1. RDBMS Concepts

What is Data and Information

Data is numbers, text or images. Data is raw and has no meaning. Data is processed by humans and machine to drive information. Data is processed, organized, structured to provide meaningful Information.

Data should be contextual and have meaning to the user.

In IT, Data and Information is used interchangeably.


What is a Database

A database is an organized collection of structured information, or data, typically stored electronically in a computer system. A database is usually controlled by a database management system (DBMS). Together, the data and the DBMS, along with the applications that are associated with them, are referred to as a database system, often shortened to just database.

In database data is stored in tables.

Explore MS Excel

An excel application can also be used to store and manipulate data.

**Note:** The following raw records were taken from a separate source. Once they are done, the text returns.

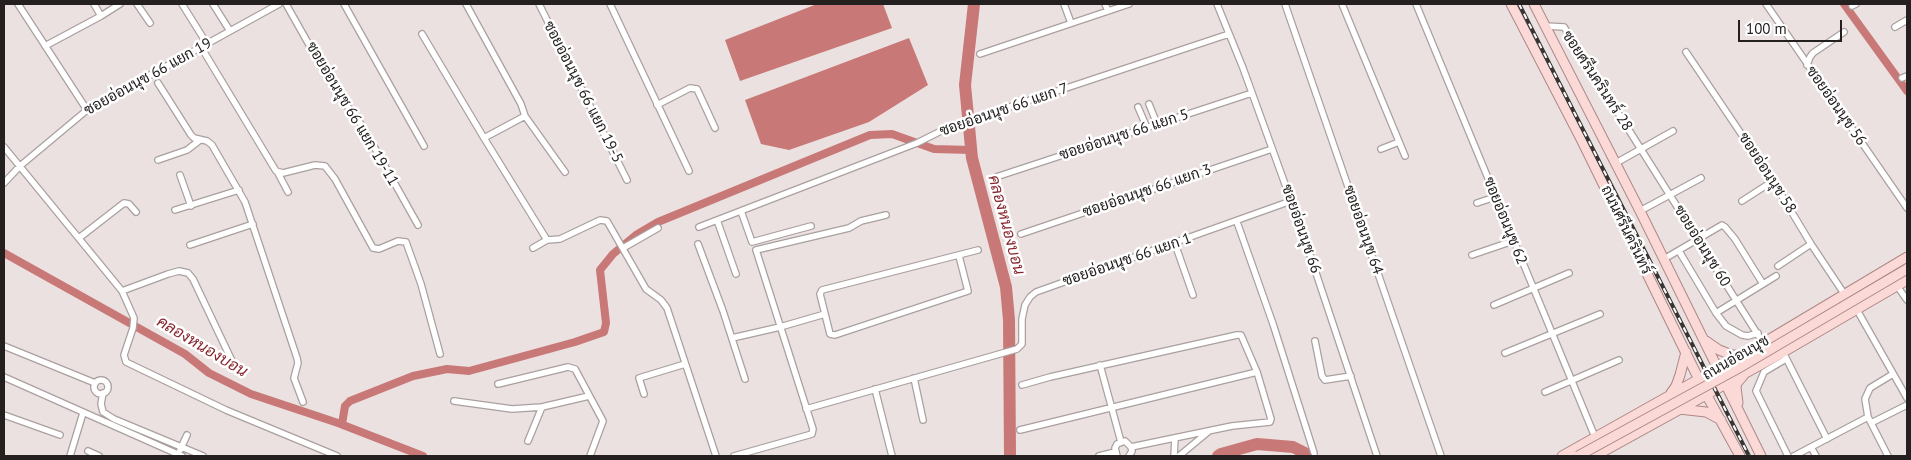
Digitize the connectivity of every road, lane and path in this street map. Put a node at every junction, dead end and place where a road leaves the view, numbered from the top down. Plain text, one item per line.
1 (18, 4) edge
2 (94, 4) edge
3 (120, 4) edge
4 (137, 4) edge
5 (182, 4) edge
6 (213, 4) edge
7 (279, 4) edge
8 (286, 4) edge
9 (344, 4) edge
10 (466, 4) edge
11 (539, 4) edge
12 (610, 4) edge
13 (1064, 4) edge
14 (1105, 4) edge
15 (1129, 4) edge
16 (1217, 4) edge
17 (1285, 4) edge
18 (1342, 4) edge
19 (1416, 4) edge
20 (1511, 4) edge
21 (1534, 4) edge
22 (1766, 4) edge
23 (1108, 11) junction
24 (101, 16) junction
25 (1907, 20) edge
26 (150, 23) dead end
27 (1071, 23) junction
28 (1545, 26) junction
29 (1895, 27) dead end
30 (230, 31) junction
31 (1844, 32) dead end
32 (422, 34) dead end
33 (1229, 34) junction
34 (204, 45) junction
35 (45, 46) junction
36 (1686, 52) dead end
37 (980, 54) dead end
38 (1807, 65) junction
39 (152, 74) junction
40 (1252, 93) junction
41 (1149, 104) dead end
42 (657, 105) junction
43 (1138, 107) dead end
44 (86, 110) junction
45 (524, 116) junction
46 (1158, 124) junction
47 (714, 128) dead end
48 (1147, 128) junction
49 (1673, 131) dead end
50 (484, 138) junction
51 (200, 140) junction
52 (1399, 142) junction
53 (424, 146) dead end
54 (4, 147) edge
55 (1272, 148) junction
56 (1381, 149) dead end
57 (1641, 149) junction
58 (1405, 156) dead end
59 (158, 160) dead end
60 (1616, 163) junction
61 (20, 166) junction
62 (689, 171) dead end
63 (565, 172) dead end
64 (278, 173) junction
65 (180, 175) dead end
66 (996, 177) dead end
67 (1701, 178) dead end
68 (627, 180) dead end
69 (1774, 181) junction
70 (4, 182) edge
71 (239, 190) junction
72 (288, 192) dead end
73 (1670, 196) junction
74 (1495, 197) junction
75 (1291, 201) junction
76 (1742, 201) dead end
77 (1477, 203) dead end
78 (191, 206) junction
79 (1907, 208) edge
80 (175, 210) dead end
81 (740, 211) junction
82 (1640, 211) junction
83 (136, 212) dead end
84 (886, 214) dead end
85 (717, 220) junction
86 (1237, 222) junction
87 (253, 224) junction
88 (418, 225) dead end
89 (811, 226) dead end
90 (699, 227) dead end
91 (658, 228) dead end
92 (1022, 234) dead end
93 (78, 238) junction
94 (1698, 239) junction
95 (547, 240) junction
96 (1513, 241) junction
97 (698, 244) dead end
98 (1176, 244) junction
99 (1811, 244) junction
100 (190, 245) dead end
101 (533, 248) dead end
102 (623, 248) junction
103 (978, 250) dead end
104 (1679, 251) junction
105 (1472, 255) dead end
106 (959, 256) junction
107 (1907, 257) edge
108 (1664, 259) junction
109 (1778, 266) dead end
110 (1907, 270) edge
111 (1569, 272) dead end
112 (736, 274) dead end
113 (1776, 276) dead end
114 (1907, 280) edge
115 (1763, 284) junction
116 (1897, 286) junction
117 (1533, 288) junction
118 (122, 291) junction
119 (1193, 295) dead end
120 (1845, 295) junction
121 (1907, 300) edge
122 (1737, 301) junction
123 (1494, 305) dead end
124 (1857, 310) junction
125 (1716, 313) junction
126 (825, 314) junction
127 (1600, 314) dead end
128 (780, 327) junction
129 (1758, 333) junction
130 (1552, 335) junction
131 (732, 338) junction
132 (1704, 339) junction
133 (1316, 341) dead end
134 (1763, 342) junction
135 (4, 346) edge
136 (1686, 352) junction
137 (1505, 353) dead end
138 (440, 354) dead end
139 (1741, 355) junction
140 (1784, 355) junction
141 (1773, 358) junction
142 (1619, 360) dead end
143 (232, 361) dead end
144 (686, 364) junction
145 (1100, 365) junction
146 (1717, 368) junction
147 (1749, 371) junction
148 (1257, 372) junction
149 (1893, 374) junction
150 (1350, 376) junction
151 (4, 377) edge
152 (914, 378) junction
153 (746, 379) dead end
154 (1699, 379) junction
155 (1572, 382) junction
156 (95, 384) junction
157 (498, 384) dead end
158 (1725, 384) junction
159 (1022, 385) dead end
160 (875, 389) junction
161 (1545, 392) dead end
162 (103, 393) junction
163 (644, 394) dead end
164 (1706, 394) junction
165 (1669, 395) junction
166 (589, 396) junction
167 (1907, 398) edge
168 (454, 401) dead end
169 (303, 402) dead end
170 (1907, 405) edge
171 (542, 407) junction
172 (1112, 408) junction
173 (1647, 408) junction
174 (806, 409) junction
175 (1679, 409) junction
176 (1739, 412) junction
177 (83, 413) junction
178 (4, 415) edge
179 (924, 420) dead end
180 (1721, 420) junction
181 (1870, 420) junction
182 (1654, 422) junction
183 (1020, 430) dead end
184 (1210, 431) junction
185 (60, 435) dead end
186 (187, 435) dead end
187 (1175, 438) junction
188 (1595, 438) junction
189 (1827, 439) junction
190 (528, 441) dead end
191 (1121, 442) junction
192 (1132, 446) junction
193 (181, 447) junction
194 (1811, 447) junction
195 (88, 451) dead end
196 (1314, 453) dead end
197 (1116, 454) edge
198 (180, 455) edge
199 (70, 456) edge
200 (99, 456) edge
201 (203, 456) edge
202 (337, 456) edge
203 (590, 456) edge
204 (716, 456) edge
205 (734, 456) edge
206 (892, 456) edge
207 (1099, 456) edge
208 (1130, 456) edge
209 (1174, 456) edge
210 (1179, 456) edge
211 (1377, 456) edge
212 (1441, 456) edge
213 (1562, 456) edge
214 (1578, 456) edge
215 (1595, 456) edge
216 (1740, 456) edge
217 (1761, 456) edge
218 (1788, 456) edge
219 (1794, 456) edge
220 (1816, 456) edge
221 (1888, 456) edge

1 - 35 street
2 - 24 street
3 - 24 street
4 - 26 street
5 - 34 street
6 - 30 street
7 - 30 street, ซอยอ่อนนุช 66 แยก 19
8 - 88 street, ซอยอ่อนนุช 66 แยก 19-11
9 - 53 street
10 - 45 street
11 - 68 street, ซอยอ่อนนุช 66 แยก 19-5
12 - 42 street
13 - 27 street
14 - 23 street
15 - 23 street
16 - 33 street, ซอยอ่อนนุช 66
17 - 212 street, ซอยอ่อนนุช 64
18 - 52 street
19 - 74 street, ซอยอ่อนนุช 62
20 - 136 main road, ถนนศรีนครินทร์
21 - 28 main road, ถนนศรีนครินทร์
22 - 38 street, ซอยอ่อนนุช 56
23 - 27 street
24 - 35 street
25 - 29 street
27 - 37 street
28 - 57 street, ซอยศรีนครินทร์ 28
28 - 60 main road, ถนนศรีนครินทร์
30 - 34 street, ซอยอ่อนนุช 66 แยก 19
31 - 38 street
32 - 50 street
33 - 40 street, ซอยอ่อนนุช 66
33 - 81 street, ซอยอ่อนนุช 66 แยก 7
34 - 39 street, ซอยอ่อนนุช 66 แยก 19
34 - 64 street
35 - 44 street
36 - 69 street, ซอยอ่อนนุช 58
38 - 79 street, ซอยอ่อนนุช 56
39 - 44 street, ซอยอ่อนนุช 66 แยก 19
39 - 51 street
40 - 46 street, ซอยอ่อนนุช 66 แยก 5
40 - 55 street, ซอยอ่อนนุช 66
41 - 46 street
42 - 47 street
42 - 62 street
43 - 48 street
44 - 61 street, ซอยอ่อนนุช 66 แยก 19
45 - 50 street
45 - 63 street
46 - 48 street, ซอยอ่อนนุช 66 แยก 5
48 - 66 street, ซอยอ่อนนุช 66 แยก 5
49 - 57 street
50 - 95 street
51 - 59 street
51 - 71 street
52 - 56 street
52 - 58 street
54 - 61 street
55 - 75 street, ซอยอ่อนนุช 66
55 - 92 street, ซอยอ่อนนุช 66 แยก 3
57 - 60 street
57 - 73 street, ซอยอ่อนนุช 60
60 - 82 main road, ถนนศรีนครินทร์
61 - 70 street, ซอยอ่อนนุช 66 แยก 19
61 - 93 street
64 - 72 street
64 - 138 street
65 - 78 street
67 - 73 street
69 - 76 street
69 - 99 street, ซอยอ่อนนุช 58
71 - 78 street
71 - 87 street
73 - 82 street
73 - 94 street, ซอยอ่อนนุช 60
74 - 77 street
74 - 96 street, ซอยอ่อนนุช 62
75 - 86 street, ซอยอ่อนนุช 66 แยก 1
75 - 150 street, ซอยอ่อนนุช 66
78 - 80 street
81 - 85 street, ซอยอ่อนนุช 66 แยก 7
81 - 89 street
82 - 108 main road, ถนนศรีนครินทร์
83 - 93 street
84 - 128 street
85 - 90 street, ซอยอ่อนนุช 66 แยก 7
85 - 112 street
86 - 98 street, ซอยอ่อนนุช 66 แยก 1
86 - 196 street
87 - 100 street
87 - 169 street
91 - 102 street
93 - 118 street
94 - 104 street
94 - 115 street
94 - 122 street, ซอยอ่อนนุช 60
95 - 101 street
95 - 102 street
96 - 105 street
96 - 117 street, ซอยอ่อนนุช 62
97 - 131 street
98 - 119 street
98 - 152 street, ซอยอ่อนนุช 66 แยก 1
99 - 109 street
99 - 120 street, ซอยอ่อนนุช 58
102 - 144 street
103 - 106 street
104 - 108 street
104 - 125 street
106 - 126 street
106 - 126 street
107 - 120 main road, ถนนอ่อนนุช
108 - 132 main road, ถนนศรีนครินทร์
110 - 214 main road, ถนนอ่อนนุช, bridge
111 - 117 street
113 - 115 street
114 - 116 main road, ถนนอ่อนนุช
115 - 122 street
116 - 121 street
116 - 124 main road, ถนนอ่อนนุช
117 - 123 street
117 - 130 street, ซอยอ่อนนุช 62
118 - 143 street
118 - 202 street
120 - 134 main road, ถนนอ่อนนุช
122 - 125 street
122 - 129 street, ซอยอ่อนนุช 60
124 - 140 main road, ถนนอ่อนนุช
124 - 149 street
125 - 129 street
126 - 128 street
127 - 130 street
128 - 131 street
128 - 174 street
129 - 134 street, ซอยอ่อนนุช 60
130 - 137 street
130 - 155 street, ซอยอ่อนนุช 62
131 - 153 street
132 - 139 main road
132 - 146 main road, ถนนศรีนครินทร์
133 - 150 street
134 - 139 main road, ถนนอ่อนนุช
134 - 141 main road
135 - 156 street
136 - 154 main road, ถนนศรีนครินทร์
136 - 165 main road
139 - 146 main road, ถนนอ่อนนุช
140 - 141 main road, ถนนอ่อนนุช
140 - 189 street
140 - 218 street
141 - 147 main road, ถนนอ่อนนุช
142 - 155 street
144 - 163 street
144 - 204 street
145 - 148 street
145 - 159 street
145 - 172 street
146 - 154 main road, ถนนอ่อนนุช
146 - 158 main road, ถนนศรีนครินทร์
147 - 158 main road, ถนนอ่อนนุช
147 - 176 main road
148 - 172 street
148 - 184 street
149 - 167 street
149 - 181 street
150 - 211 street, ซอยอ่อนนุช 66
151 - 177 street
152 - 160 street, ซอยอ่อนนุช 66 แยก 1
152 - 179 street
154 - 164 main road, ถนนศรีนครินทร์
154 - 165 main road, ถนนอ่อนนุช
155 - 161 street
155 - 188 street, ซอยอ่อนนุช 62
156 - 162 street
156 - 162 street
157 - 166 street
158 - 164 main road, ถนนอ่อนนุช
158 - 176 main road, ถนนศรีนครินทร์
160 - 174 street, ซอยอ่อนนุช 66 แยก 1
160 - 206 street
162 - 193 street
164 - 175 main road, ถนนอ่อนนุช
164 - 180 main road, ถนนศรีนครินทร์
165 - 173 main road, ถนนอ่อนนุช
166 - 171 street
166 - 203 street
168 - 171 street
170 - 181 street
171 - 190 street
172 - 183 street
172 - 191 street
173 - 182 main road
173 - 188 main road, ถนนอ่อนนุช
174 - 205 street
175 - 180 main road
175 - 182 main road, ถนนอ่อนนุช
176 - 217 main road, ถนนศรีนครินทร์
177 - 198 street
177 - 199 street
178 - 185 street
180 - 216 main road, ถนนศรีนครินทร์
181 - 189 street
181 - 221 street
182 - 215 main road, ถนนอ่อนนุช
184 - 187 street
184 - 210 street
186 - 193 street
187 - 192 street
187 - 209 street
188 - 213 main road, ถนนอ่อนนุช
189 - 194 street
191 - 192 street
191 - 197 street
192 - 208 street
193 - 198 street
193 - 201 street
194 - 219 street
194 - 220 street
195 - 200 street
197 - 207 street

  • Excel can accommodate limited amount of data.
  • In Excel Data is stored in a cell.
  • Data maintenance is difficult in excel
  • Accidental changes
  • Less security

What is an RDBMS?

(Youtube video)

RDBMS stands for Relational Database Management System. RDBMS is the basis for SQL, and for all modern database systems like MS SQL Server, IBM DB2, Oracle, MySQL, and Microsoft Access.

A Relational database management system (RDBMS) is a database management system (DBMS) that is based on the relational model as developed by E. F. Codd.

https://ohiocomputeracademy.com/database/what-are-the12-codd-rules-for-rdbms/


Relational data model Characteristics

  • Data is stored in tables and is organized in terms of rows and columns. There can be multiple related tables.
  • The position of a row in a table is of no importance
  • The intersection of a row and column must give a single value
  • All values appearing in the columns are derived from the underlying domain
  • Doesn’t require users to understand its physical representation
  • Rows must be unique
  • Column names must be unique and should contain the same value.
  • Table and columns can have one or more constraints
  • Supports Null values

What is a table?

The data in a RDBMS is stored in database objects which are called as tables. A table is a collection of related data entries and it consists of columns and rows. These columns and rows contain fields.

A table is used for data storage in a relational database. The following is an example of an Employee table −

What is a field?

Every table is broken up into smaller entities called fields. The fields in the Employees table consist of EMPLOYEE_ID, FIRST_NAME, LAST_NAME, EMAIL, and PHONE_NUMER.

A field is a column in a table that is designed to maintain specific information about every record in the table.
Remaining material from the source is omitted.